-- Your instructions --
Work through the entries that follow and state how many lines contain the word "where". Only the number is wanted.

-- Collected data entries --
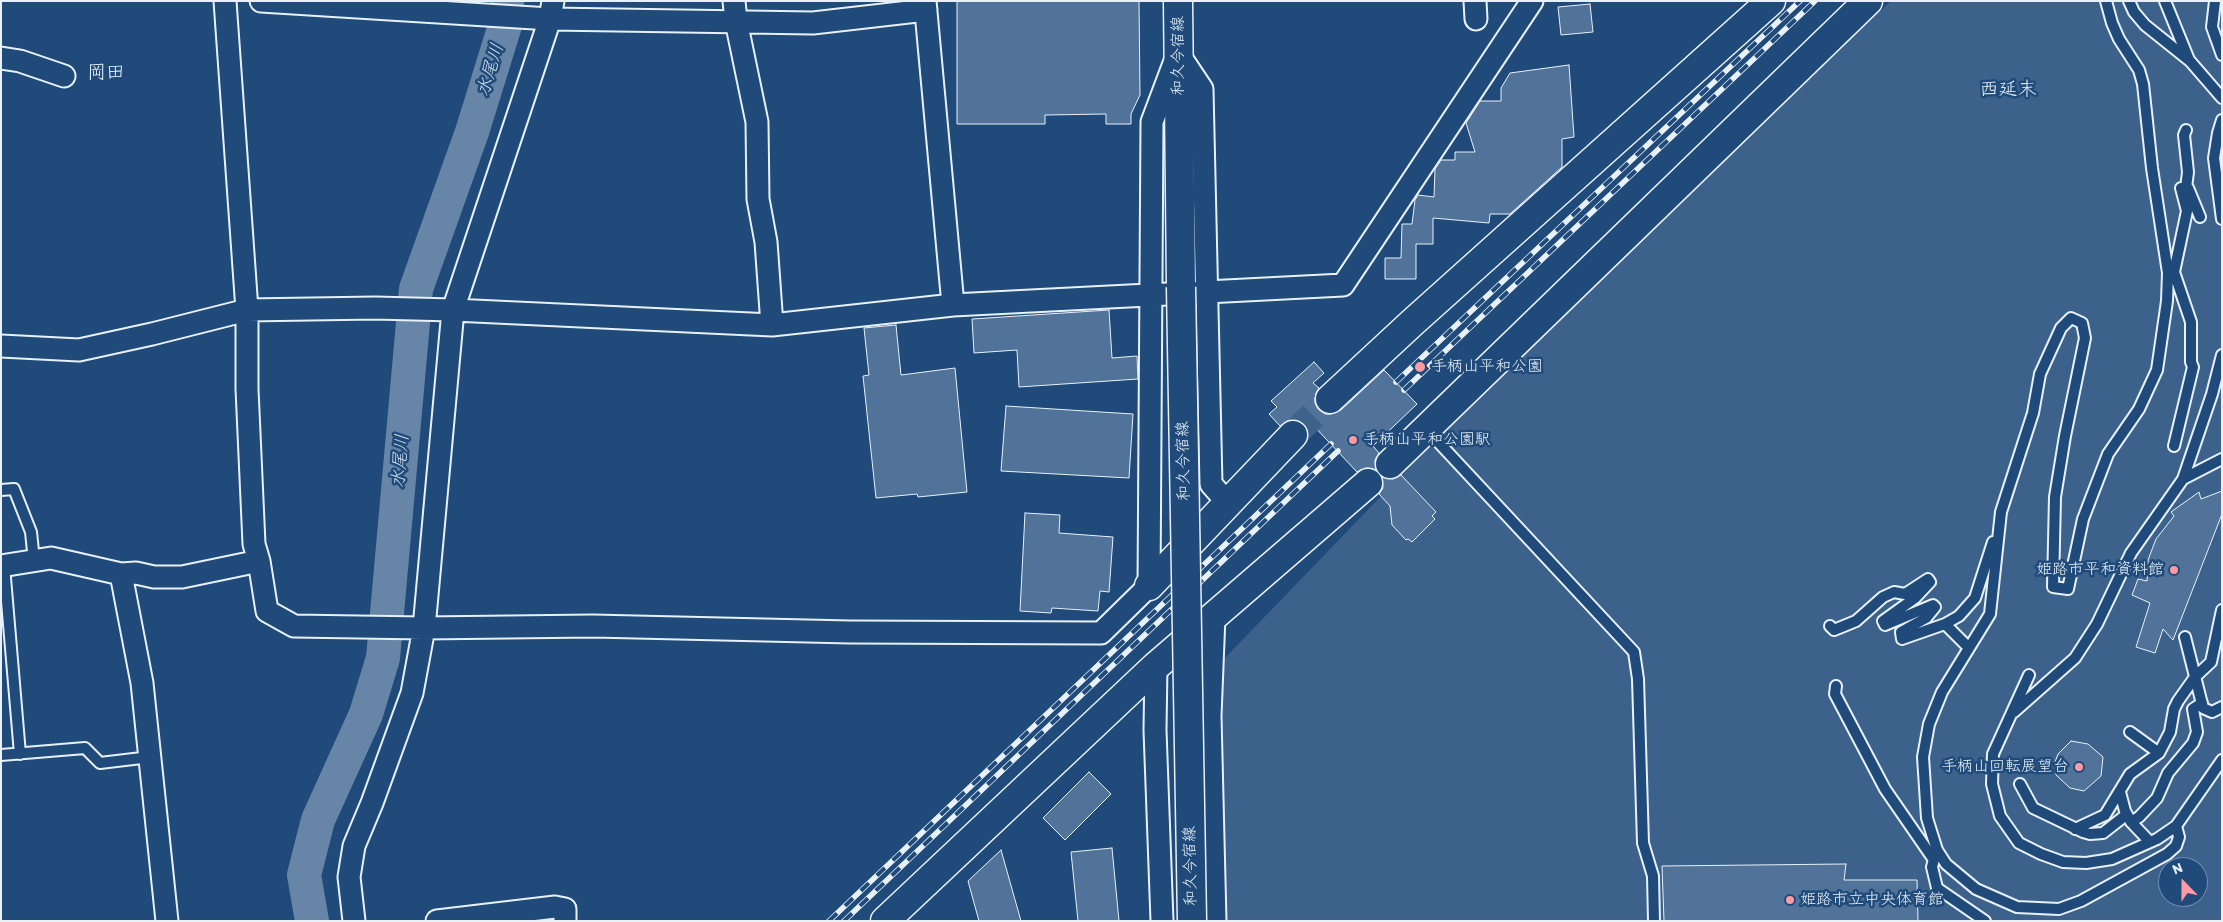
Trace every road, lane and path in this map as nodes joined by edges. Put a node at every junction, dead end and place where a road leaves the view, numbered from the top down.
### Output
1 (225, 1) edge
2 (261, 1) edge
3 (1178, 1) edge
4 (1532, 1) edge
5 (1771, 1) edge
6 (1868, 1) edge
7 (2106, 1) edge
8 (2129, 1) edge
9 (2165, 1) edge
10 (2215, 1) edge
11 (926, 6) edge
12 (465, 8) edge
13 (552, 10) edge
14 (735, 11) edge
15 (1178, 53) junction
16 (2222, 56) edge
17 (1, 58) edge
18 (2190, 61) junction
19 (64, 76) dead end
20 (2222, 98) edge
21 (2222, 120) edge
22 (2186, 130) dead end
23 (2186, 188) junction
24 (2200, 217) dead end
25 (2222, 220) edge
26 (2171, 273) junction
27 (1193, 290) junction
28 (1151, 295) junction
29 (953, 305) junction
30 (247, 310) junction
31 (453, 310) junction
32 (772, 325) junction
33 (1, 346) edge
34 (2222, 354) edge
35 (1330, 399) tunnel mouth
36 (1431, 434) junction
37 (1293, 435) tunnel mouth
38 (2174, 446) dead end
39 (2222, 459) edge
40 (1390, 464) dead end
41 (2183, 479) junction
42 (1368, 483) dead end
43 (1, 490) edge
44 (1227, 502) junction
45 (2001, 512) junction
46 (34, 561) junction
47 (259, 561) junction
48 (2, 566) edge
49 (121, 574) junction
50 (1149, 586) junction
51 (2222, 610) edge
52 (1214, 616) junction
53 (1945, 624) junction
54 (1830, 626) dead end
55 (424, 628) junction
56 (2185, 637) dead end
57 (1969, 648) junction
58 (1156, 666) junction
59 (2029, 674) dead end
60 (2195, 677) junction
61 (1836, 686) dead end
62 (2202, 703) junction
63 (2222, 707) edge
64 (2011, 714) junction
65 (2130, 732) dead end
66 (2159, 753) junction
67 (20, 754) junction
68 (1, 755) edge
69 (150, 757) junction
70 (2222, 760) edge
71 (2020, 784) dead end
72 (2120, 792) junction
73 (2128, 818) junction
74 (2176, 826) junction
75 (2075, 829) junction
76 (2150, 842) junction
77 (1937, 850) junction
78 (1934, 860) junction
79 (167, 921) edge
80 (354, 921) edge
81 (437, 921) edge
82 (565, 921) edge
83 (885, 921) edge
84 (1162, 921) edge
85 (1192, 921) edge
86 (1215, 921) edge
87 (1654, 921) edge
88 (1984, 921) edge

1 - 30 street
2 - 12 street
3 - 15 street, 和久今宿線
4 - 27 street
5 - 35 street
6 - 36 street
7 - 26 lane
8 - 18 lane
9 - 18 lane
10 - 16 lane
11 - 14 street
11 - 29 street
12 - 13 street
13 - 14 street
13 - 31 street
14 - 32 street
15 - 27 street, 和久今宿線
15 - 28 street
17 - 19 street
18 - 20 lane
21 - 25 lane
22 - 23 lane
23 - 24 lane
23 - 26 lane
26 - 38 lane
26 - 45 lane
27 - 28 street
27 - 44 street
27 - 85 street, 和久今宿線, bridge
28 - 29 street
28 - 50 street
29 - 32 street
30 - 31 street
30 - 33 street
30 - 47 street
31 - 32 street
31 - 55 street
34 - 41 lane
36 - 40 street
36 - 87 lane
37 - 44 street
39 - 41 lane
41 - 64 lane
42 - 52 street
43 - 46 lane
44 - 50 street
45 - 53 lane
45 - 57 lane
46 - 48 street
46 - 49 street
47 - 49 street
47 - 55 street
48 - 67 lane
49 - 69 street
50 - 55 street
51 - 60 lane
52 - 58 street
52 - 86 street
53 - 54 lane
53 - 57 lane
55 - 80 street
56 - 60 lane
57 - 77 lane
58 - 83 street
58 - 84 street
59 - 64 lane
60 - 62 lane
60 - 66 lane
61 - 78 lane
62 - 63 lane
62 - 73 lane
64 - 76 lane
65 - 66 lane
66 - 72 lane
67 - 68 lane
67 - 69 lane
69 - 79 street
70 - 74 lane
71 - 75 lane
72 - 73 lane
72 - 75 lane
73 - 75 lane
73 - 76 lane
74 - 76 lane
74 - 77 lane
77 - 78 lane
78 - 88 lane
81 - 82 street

--

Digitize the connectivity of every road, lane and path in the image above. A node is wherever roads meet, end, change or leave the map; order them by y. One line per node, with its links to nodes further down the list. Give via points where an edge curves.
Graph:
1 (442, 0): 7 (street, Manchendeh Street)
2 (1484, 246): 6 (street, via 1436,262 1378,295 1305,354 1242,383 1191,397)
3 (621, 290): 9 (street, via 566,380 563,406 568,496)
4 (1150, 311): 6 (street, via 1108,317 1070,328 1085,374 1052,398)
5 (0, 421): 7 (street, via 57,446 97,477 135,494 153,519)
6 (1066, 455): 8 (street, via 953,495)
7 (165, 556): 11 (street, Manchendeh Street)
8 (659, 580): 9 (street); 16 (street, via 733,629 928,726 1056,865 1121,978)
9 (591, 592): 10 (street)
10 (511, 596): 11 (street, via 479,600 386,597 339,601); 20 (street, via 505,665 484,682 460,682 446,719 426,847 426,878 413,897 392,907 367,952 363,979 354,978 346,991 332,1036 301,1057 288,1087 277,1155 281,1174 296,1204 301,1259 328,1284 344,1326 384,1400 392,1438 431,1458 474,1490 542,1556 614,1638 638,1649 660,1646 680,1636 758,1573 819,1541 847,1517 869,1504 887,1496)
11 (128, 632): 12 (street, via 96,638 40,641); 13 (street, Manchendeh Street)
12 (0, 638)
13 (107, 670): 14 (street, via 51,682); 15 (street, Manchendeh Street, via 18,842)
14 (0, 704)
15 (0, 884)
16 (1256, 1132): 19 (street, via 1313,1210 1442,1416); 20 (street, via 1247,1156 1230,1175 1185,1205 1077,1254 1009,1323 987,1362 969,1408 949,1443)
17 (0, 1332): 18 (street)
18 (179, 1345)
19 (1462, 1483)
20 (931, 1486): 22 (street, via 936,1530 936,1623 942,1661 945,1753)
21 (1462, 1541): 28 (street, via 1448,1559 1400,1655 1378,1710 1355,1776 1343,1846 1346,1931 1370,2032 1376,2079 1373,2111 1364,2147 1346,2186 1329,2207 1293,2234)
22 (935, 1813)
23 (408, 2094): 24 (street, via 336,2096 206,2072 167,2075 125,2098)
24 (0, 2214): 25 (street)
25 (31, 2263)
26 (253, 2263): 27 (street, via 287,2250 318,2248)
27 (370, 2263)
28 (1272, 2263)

-- Expected output --
2